Computation of a 1-alpha FAB z-interval

fabzCI(y, mu, t2, s2, alpha = 0.05)

Arguments

y

a numeric scalar

mu

a numeric scalar

t2

a positive numeric scalar

s2

a positive numeric scalar

alpha

the type I error rate, so 1-alpha is the coverage rate

Value

a two-dimensional vector of the left and right endpoints of the interval

Details

A FAB interval is the "frequentist" interval procedure that is Bayes optimal: It minimizes the prior expected interval width among all interval procedures with exact 1-alpha frequentist coverage. This function computes the FAB z-interval for the mean of a normal population with an known variance, given a user-specified prior distribution determined by psi.

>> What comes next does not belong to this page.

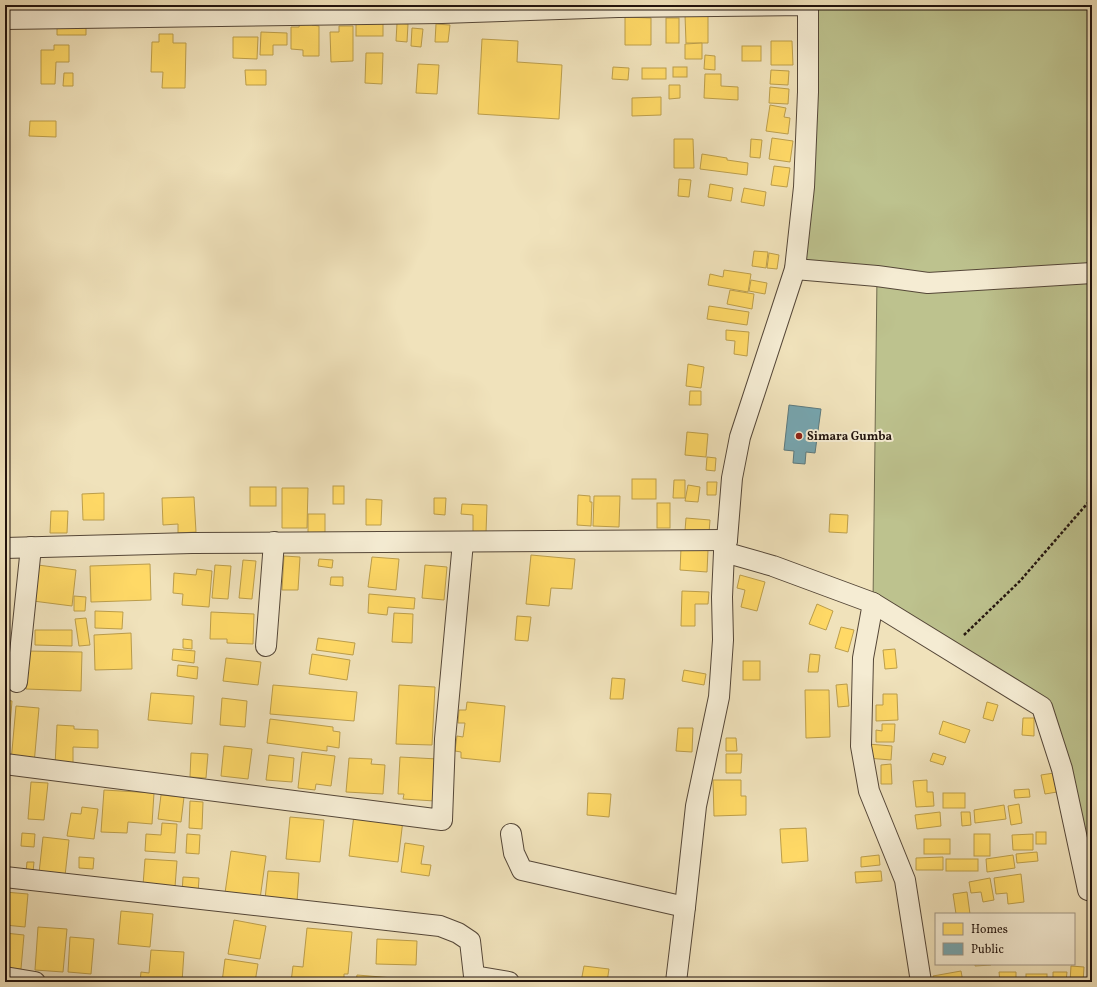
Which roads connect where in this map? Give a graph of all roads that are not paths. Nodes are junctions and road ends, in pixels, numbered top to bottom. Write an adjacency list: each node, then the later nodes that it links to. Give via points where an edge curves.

The prior is that the population mean is normally distributed. Referring to the elements of psi as mu, t2, s2, the prior and population variance are determined as follows:

  1. mu is the prior expectation of the mean

  2. t2 is the prior variance of the mean

  3. s2 is the population variance

Author

Peter Hoff

Examples

y<-0 fabzCI(y,0,10,1)
#> [1] -1.810617 1.810617
fabzCI(y,0,1/10,1)
#> [1] -1.644915 1.644976
fabzCI(y,2,10,1)
#> [1] -1.716378 1.963615
fabzCI(y,0,1/10,1)
#> [1] -1.644915 1.644976